===================================================
REDUCERON MEMO 40
Forcing arguments to primitive functions, revisited
Matthew N, 21 October 2009
===================================================
This is an alternative proposal to Memo 38.
Quick recap
-----------
Currently the Reduceron compiler translates primitive applications
by the rule
p n m --> m (n p) (1)
which forces evaluation of integer arguments n and m before applying
primitive function p. This is assuming the reduction rule
i e --> e i (2)
for any fully evaluated integer i and arbitrary expression e.
Mild generalisation
-------------------
For every binary primitive function p, let us introduce a new
primitive swap:p, a version of p that expects its arguments flipped.
Now translate binary primitive applications by the rule
p n m --> n p m (3)
and introduce the reduction rules
i p e --> e swap:p i (4)
i p j --> p i j (5)
for any fully evaluated integers i and j, unevaluated expression e,
and primitive function p.
Note that the evaluator can actually perform the primitive application
in (5) rather than merely instantiating it.
Symmetry
--------
For symmetry, we can add the rule:
i swap:p e --> e p i (6)
for evaluated integer i, and unevaluated expression e.
Now transformation rule (3) could just as sensibly be:
p n m --> m swap:p n (8)
In the interest of efficiency, choice of (3) and (8) could be informed
by compile-time knowledge of whether n or m is expected to be already
evaluated.
Performance
-----------
Consider the number of clock cycles to compute "(+) a b" using the
swap-based approach to force arguments:
* "(+) a b" is translated to "b (a (+))"
* Application of rule (2) is required after "b" is evaluated.
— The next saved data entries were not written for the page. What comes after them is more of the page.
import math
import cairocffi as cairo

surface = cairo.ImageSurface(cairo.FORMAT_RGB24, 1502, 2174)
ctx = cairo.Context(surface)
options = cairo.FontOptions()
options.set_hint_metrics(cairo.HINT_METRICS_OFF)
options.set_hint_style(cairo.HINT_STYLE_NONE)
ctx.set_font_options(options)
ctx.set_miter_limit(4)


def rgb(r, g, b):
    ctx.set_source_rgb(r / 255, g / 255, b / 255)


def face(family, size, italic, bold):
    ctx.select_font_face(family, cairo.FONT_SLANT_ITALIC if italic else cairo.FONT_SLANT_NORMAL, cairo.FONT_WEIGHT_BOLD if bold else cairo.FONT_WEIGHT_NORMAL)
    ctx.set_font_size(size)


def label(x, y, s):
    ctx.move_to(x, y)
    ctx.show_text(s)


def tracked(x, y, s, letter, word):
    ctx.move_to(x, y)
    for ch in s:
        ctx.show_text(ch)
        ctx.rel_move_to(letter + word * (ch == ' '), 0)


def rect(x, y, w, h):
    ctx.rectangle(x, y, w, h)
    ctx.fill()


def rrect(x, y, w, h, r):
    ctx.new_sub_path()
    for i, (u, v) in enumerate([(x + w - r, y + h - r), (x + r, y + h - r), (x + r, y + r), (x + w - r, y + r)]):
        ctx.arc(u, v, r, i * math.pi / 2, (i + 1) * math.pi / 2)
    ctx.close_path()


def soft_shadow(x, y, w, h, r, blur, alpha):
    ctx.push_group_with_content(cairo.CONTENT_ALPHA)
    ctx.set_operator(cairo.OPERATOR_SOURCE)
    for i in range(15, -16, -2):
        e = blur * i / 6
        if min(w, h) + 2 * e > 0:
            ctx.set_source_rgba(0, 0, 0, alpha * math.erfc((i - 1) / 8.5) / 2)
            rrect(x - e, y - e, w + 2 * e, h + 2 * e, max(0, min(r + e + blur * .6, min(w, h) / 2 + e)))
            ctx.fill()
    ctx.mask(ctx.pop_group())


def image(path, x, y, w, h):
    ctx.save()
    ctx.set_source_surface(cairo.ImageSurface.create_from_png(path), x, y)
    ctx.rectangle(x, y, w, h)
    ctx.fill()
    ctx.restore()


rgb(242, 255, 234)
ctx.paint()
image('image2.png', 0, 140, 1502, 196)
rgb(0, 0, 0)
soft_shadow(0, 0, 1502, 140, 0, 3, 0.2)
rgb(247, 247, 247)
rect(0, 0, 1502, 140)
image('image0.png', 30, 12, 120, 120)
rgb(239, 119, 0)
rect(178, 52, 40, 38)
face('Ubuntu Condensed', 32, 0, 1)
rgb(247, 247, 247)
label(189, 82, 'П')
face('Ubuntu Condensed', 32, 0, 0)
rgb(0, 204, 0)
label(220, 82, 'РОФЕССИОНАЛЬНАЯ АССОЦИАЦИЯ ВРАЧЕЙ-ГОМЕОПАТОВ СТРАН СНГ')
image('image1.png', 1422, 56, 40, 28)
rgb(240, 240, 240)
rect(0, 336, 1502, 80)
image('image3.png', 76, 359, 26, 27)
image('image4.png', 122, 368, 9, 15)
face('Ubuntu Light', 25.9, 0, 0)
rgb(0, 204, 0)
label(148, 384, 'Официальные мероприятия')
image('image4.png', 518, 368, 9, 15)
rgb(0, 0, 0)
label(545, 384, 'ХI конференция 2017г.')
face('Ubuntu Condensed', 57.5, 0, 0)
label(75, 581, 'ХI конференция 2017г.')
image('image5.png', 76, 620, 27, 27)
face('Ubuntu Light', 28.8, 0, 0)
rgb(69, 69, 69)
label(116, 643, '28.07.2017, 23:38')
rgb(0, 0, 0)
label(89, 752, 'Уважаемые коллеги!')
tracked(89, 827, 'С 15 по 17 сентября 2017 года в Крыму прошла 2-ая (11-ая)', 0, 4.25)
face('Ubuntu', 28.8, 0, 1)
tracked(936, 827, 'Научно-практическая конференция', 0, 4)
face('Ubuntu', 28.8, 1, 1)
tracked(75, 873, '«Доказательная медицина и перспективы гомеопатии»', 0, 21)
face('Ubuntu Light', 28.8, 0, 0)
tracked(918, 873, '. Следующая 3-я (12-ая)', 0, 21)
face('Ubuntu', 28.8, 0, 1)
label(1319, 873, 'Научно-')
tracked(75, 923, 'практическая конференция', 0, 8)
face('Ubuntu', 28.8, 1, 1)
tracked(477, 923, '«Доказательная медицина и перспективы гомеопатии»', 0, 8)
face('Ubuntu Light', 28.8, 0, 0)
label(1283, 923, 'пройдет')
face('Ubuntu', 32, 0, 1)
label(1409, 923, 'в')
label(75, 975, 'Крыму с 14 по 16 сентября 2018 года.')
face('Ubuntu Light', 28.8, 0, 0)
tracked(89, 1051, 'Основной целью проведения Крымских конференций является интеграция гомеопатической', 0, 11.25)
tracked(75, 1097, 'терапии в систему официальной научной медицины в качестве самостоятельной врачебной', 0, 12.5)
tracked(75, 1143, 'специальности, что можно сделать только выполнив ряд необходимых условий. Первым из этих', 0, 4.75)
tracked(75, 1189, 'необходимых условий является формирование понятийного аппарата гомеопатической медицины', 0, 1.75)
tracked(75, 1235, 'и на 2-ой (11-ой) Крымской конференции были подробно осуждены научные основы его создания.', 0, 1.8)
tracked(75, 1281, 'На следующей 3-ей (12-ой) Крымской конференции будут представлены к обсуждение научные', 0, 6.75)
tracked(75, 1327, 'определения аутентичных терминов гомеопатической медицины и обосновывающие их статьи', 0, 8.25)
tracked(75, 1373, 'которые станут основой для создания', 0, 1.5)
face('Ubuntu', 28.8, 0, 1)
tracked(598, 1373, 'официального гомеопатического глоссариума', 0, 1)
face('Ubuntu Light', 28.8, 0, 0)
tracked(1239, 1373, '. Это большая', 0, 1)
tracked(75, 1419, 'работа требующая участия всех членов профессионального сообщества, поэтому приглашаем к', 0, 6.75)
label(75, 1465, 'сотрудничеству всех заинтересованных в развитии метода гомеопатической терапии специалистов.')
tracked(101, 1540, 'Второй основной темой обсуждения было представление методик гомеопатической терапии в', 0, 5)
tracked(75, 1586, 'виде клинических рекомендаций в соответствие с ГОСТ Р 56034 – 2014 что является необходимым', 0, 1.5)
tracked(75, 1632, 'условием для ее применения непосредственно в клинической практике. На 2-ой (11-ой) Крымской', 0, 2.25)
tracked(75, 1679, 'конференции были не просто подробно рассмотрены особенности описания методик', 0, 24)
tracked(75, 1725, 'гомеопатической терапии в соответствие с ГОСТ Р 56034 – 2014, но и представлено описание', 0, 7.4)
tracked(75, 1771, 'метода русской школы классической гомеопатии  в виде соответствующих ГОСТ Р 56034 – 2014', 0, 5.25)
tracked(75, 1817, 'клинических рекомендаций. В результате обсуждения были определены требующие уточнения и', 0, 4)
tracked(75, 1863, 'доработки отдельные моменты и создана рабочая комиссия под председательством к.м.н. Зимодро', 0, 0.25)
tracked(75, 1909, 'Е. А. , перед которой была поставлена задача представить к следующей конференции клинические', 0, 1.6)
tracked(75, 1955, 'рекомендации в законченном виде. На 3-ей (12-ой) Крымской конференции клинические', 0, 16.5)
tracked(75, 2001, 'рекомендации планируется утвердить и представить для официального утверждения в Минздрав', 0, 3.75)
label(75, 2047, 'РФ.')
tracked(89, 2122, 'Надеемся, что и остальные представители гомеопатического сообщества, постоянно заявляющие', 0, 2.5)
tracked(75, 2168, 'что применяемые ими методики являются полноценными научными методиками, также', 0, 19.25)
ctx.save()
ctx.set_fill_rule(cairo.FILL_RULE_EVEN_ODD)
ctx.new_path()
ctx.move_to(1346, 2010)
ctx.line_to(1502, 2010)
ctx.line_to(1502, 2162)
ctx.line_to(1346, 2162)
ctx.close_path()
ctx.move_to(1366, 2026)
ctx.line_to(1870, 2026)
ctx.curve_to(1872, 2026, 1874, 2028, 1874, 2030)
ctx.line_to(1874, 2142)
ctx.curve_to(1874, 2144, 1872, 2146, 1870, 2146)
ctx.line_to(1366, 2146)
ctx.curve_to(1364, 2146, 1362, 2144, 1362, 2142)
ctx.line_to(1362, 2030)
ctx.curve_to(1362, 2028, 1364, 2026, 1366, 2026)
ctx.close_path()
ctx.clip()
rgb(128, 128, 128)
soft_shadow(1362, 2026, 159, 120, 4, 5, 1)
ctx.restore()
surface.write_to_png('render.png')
* One unwind is required to fetch argument "a (+)" from heap.
* Application of rule (2) is required after "a" is evaluated.
* A primitive reduction is required.
* That's 4 cycles in total.
Using the approach described in Memo 38:
* "(+) a b" is translated to "b a (+)"
* After "b" is evaluated, it must be pushed onto the PV stack.
* After "a" is evaluated, it must be pushed onto the PV stack.
* A primitive reduction is required.
* That's 3 cycles in total.
Using the approach described in this memo:
* "(+) a b" is translated to "a (+) b"
* Application of rule (4) is required after "a" is evaluated.
* Application of rule (5) is required after "b" is evaluated.
* That's 2 cycles in total.
Also note that "a (+) b" comprises one application whereas "b (a (+))"
comprises two, so the former is cheaper to instantiate.